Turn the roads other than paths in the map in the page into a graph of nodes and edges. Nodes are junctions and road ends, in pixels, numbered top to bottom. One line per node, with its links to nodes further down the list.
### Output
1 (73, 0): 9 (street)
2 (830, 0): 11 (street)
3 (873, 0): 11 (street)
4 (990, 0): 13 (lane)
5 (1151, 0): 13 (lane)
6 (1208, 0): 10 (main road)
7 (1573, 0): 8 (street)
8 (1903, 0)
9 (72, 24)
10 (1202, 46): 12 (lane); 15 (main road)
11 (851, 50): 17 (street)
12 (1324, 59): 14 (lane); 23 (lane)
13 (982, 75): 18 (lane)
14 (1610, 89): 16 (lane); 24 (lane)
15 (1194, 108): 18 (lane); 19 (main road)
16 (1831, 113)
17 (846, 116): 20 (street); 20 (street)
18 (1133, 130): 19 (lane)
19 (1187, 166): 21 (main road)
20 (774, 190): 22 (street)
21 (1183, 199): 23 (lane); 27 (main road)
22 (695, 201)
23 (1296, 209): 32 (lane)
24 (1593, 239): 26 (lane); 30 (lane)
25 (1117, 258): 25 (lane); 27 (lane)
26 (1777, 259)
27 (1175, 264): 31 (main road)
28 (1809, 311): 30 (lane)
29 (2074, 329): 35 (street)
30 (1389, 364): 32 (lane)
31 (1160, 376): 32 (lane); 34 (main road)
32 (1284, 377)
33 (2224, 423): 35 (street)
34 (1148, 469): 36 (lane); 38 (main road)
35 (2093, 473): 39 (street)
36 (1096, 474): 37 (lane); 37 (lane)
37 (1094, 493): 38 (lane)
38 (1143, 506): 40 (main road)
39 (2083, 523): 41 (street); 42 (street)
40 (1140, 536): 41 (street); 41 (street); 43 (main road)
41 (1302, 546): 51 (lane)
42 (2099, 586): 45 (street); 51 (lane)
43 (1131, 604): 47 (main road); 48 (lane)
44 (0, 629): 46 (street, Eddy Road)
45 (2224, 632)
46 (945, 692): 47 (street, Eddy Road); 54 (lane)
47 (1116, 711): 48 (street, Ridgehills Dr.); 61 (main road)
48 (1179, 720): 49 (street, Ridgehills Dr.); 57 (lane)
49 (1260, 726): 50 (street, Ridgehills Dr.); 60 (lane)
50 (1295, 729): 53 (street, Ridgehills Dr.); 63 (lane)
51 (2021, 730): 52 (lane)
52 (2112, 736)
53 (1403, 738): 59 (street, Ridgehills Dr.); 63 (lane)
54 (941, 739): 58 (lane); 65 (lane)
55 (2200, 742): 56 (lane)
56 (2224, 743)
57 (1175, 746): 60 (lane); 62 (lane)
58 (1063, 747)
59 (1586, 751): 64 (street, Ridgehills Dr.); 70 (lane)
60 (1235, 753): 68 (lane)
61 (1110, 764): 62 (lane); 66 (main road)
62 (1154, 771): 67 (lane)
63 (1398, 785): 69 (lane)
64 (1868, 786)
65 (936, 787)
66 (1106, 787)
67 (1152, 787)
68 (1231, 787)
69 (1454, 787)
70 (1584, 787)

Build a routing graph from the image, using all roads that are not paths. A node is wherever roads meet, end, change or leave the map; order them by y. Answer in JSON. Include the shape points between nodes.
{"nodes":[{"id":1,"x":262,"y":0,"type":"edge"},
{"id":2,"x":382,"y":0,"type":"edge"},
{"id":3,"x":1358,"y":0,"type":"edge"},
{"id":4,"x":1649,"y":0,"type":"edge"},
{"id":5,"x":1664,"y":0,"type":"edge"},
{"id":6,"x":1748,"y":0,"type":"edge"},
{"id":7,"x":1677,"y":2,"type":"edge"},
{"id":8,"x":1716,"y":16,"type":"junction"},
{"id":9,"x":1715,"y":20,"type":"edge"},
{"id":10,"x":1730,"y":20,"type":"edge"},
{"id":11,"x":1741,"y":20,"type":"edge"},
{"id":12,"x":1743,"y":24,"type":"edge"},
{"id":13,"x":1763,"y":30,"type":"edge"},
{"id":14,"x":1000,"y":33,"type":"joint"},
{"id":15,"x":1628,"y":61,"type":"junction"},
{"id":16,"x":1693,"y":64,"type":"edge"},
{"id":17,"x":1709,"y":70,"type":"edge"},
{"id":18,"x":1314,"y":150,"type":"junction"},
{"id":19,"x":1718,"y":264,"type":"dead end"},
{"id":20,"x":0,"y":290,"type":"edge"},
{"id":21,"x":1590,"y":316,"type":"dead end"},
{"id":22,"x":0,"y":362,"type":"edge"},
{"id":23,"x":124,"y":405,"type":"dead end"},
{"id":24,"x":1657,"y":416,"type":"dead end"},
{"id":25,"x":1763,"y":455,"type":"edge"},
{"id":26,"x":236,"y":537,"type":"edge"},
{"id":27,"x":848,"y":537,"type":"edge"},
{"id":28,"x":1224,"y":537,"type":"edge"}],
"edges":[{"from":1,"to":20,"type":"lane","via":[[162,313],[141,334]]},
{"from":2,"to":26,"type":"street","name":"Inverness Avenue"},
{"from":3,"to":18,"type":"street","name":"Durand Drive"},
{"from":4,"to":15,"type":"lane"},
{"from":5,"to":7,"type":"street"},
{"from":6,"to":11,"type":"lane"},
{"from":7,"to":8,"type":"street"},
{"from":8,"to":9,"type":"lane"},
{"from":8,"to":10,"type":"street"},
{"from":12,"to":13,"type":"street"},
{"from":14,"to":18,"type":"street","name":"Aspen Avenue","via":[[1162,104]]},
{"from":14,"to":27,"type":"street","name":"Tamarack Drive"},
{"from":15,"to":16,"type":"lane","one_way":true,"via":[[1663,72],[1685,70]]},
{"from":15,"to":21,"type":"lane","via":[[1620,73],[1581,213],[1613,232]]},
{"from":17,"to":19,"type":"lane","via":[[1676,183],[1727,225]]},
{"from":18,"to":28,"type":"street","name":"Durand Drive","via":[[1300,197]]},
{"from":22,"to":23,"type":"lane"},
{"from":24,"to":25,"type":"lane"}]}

▬▬▬▬▬▬

Your assignment.
Could you reproduce every record above exactly as it appears?

Answer to this problem.
Turn the roads other than paths in the map in the page into a graph of nodes and edges. Nodes are junctions and road ends, in pixels, numbered top to bottom. One line per node, with its links to nodes further down the list.
### Output
1 (73, 0): 9 (street)
2 (830, 0): 11 (street)
3 (873, 0): 11 (street)
4 (990, 0): 13 (lane)
5 (1151, 0): 13 (lane)
6 (1208, 0): 10 (main road)
7 (1573, 0): 8 (street)
8 (1903, 0)
9 (72, 24)
10 (1202, 46): 12 (lane); 15 (main road)
11 (851, 50): 17 (street)
12 (1324, 59): 14 (lane); 23 (lane)
13 (982, 75): 18 (lane)
14 (1610, 89): 16 (lane); 24 (lane)
15 (1194, 108): 18 (lane); 19 (main road)
16 (1831, 113)
17 (846, 116): 20 (street); 20 (street)
18 (1133, 130): 19 (lane)
19 (1187, 166): 21 (main road)
20 (774, 190): 22 (street)
21 (1183, 199): 23 (lane); 27 (main road)
22 (695, 201)
23 (1296, 209): 32 (lane)
24 (1593, 239): 26 (lane); 30 (lane)
25 (1117, 258): 25 (lane); 27 (lane)
26 (1777, 259)
27 (1175, 264): 31 (main road)
28 (1809, 311): 30 (lane)
29 (2074, 329): 35 (street)
30 (1389, 364): 32 (lane)
31 (1160, 376): 32 (lane); 34 (main road)
32 (1284, 377)
33 (2224, 423): 35 (street)
34 (1148, 469): 36 (lane); 38 (main road)
35 (2093, 473): 39 (street)
36 (1096, 474): 37 (lane); 37 (lane)
37 (1094, 493): 38 (lane)
38 (1143, 506): 40 (main road)
39 (2083, 523): 41 (street); 42 (street)
40 (1140, 536): 41 (street); 41 (street); 43 (main road)
41 (1302, 546): 51 (lane)
42 (2099, 586): 45 (street); 51 (lane)
43 (1131, 604): 47 (main road); 48 (lane)
44 (0, 629): 46 (street, Eddy Road)
45 (2224, 632)
46 (945, 692): 47 (street, Eddy Road); 54 (lane)
47 (1116, 711): 48 (street, Ridgehills Dr.); 61 (main road)
48 (1179, 720): 49 (street, Ridgehills Dr.); 57 (lane)
49 (1260, 726): 50 (street, Ridgehills Dr.); 60 (lane)
50 (1295, 729): 53 (street, Ridgehills Dr.); 63 (lane)
51 (2021, 730): 52 (lane)
52 (2112, 736)
53 (1403, 738): 59 (street, Ridgehills Dr.); 63 (lane)
54 (941, 739): 58 (lane); 65 (lane)
55 (2200, 742): 56 (lane)
56 (2224, 743)
57 (1175, 746): 60 (lane); 62 (lane)
58 (1063, 747)
59 (1586, 751): 64 (street, Ridgehills Dr.); 70 (lane)
60 (1235, 753): 68 (lane)
61 (1110, 764): 62 (lane); 66 (main road)
62 (1154, 771): 67 (lane)
63 (1398, 785): 69 (lane)
64 (1868, 786)
65 (936, 787)
66 (1106, 787)
67 (1152, 787)
68 (1231, 787)
69 (1454, 787)
70 (1584, 787)

Build a routing graph from the image, using all roads that are not paths. A node is wherever roads meet, end, change or leave the map; order them by y. Answer in JSON. Include the shape points between nodes.
{"nodes":[{"id":1,"x":262,"y":0,"type":"edge"},
{"id":2,"x":382,"y":0,"type":"edge"},
{"id":3,"x":1358,"y":0,"type":"edge"},
{"id":4,"x":1649,"y":0,"type":"edge"},
{"id":5,"x":1664,"y":0,"type":"edge"},
{"id":6,"x":1748,"y":0,"type":"edge"},
{"id":7,"x":1677,"y":2,"type":"edge"},
{"id":8,"x":1716,"y":16,"type":"junction"},
{"id":9,"x":1715,"y":20,"type":"edge"},
{"id":10,"x":1730,"y":20,"type":"edge"},
{"id":11,"x":1741,"y":20,"type":"edge"},
{"id":12,"x":1743,"y":24,"type":"edge"},
{"id":13,"x":1763,"y":30,"type":"edge"},
{"id":14,"x":1000,"y":33,"type":"joint"},
{"id":15,"x":1628,"y":61,"type":"junction"},
{"id":16,"x":1693,"y":64,"type":"edge"},
{"id":17,"x":1709,"y":70,"type":"edge"},
{"id":18,"x":1314,"y":150,"type":"junction"},
{"id":19,"x":1718,"y":264,"type":"dead end"},
{"id":20,"x":0,"y":290,"type":"edge"},
{"id":21,"x":1590,"y":316,"type":"dead end"},
{"id":22,"x":0,"y":362,"type":"edge"},
{"id":23,"x":124,"y":405,"type":"dead end"},
{"id":24,"x":1657,"y":416,"type":"dead end"},
{"id":25,"x":1763,"y":455,"type":"edge"},
{"id":26,"x":236,"y":537,"type":"edge"},
{"id":27,"x":848,"y":537,"type":"edge"},
{"id":28,"x":1224,"y":537,"type":"edge"}],
"edges":[{"from":1,"to":20,"type":"lane","via":[[162,313],[141,334]]},
{"from":2,"to":26,"type":"street","name":"Inverness Avenue"},
{"from":3,"to":18,"type":"street","name":"Durand Drive"},
{"from":4,"to":15,"type":"lane"},
{"from":5,"to":7,"type":"street"},
{"from":6,"to":11,"type":"lane"},
{"from":7,"to":8,"type":"street"},
{"from":8,"to":9,"type":"lane"},
{"from":8,"to":10,"type":"street"},
{"from":12,"to":13,"type":"street"},
{"from":14,"to":18,"type":"street","name":"Aspen Avenue","via":[[1162,104]]},
{"from":14,"to":27,"type":"street","name":"Tamarack Drive"},
{"from":15,"to":16,"type":"lane","one_way":true,"via":[[1663,72],[1685,70]]},
{"from":15,"to":21,"type":"lane","via":[[1620,73],[1581,213],[1613,232]]},
{"from":17,"to":19,"type":"lane","via":[[1676,183],[1727,225]]},
{"from":18,"to":28,"type":"street","name":"Durand Drive","via":[[1300,197]]},
{"from":22,"to":23,"type":"lane"},
{"from":24,"to":25,"type":"lane"}]}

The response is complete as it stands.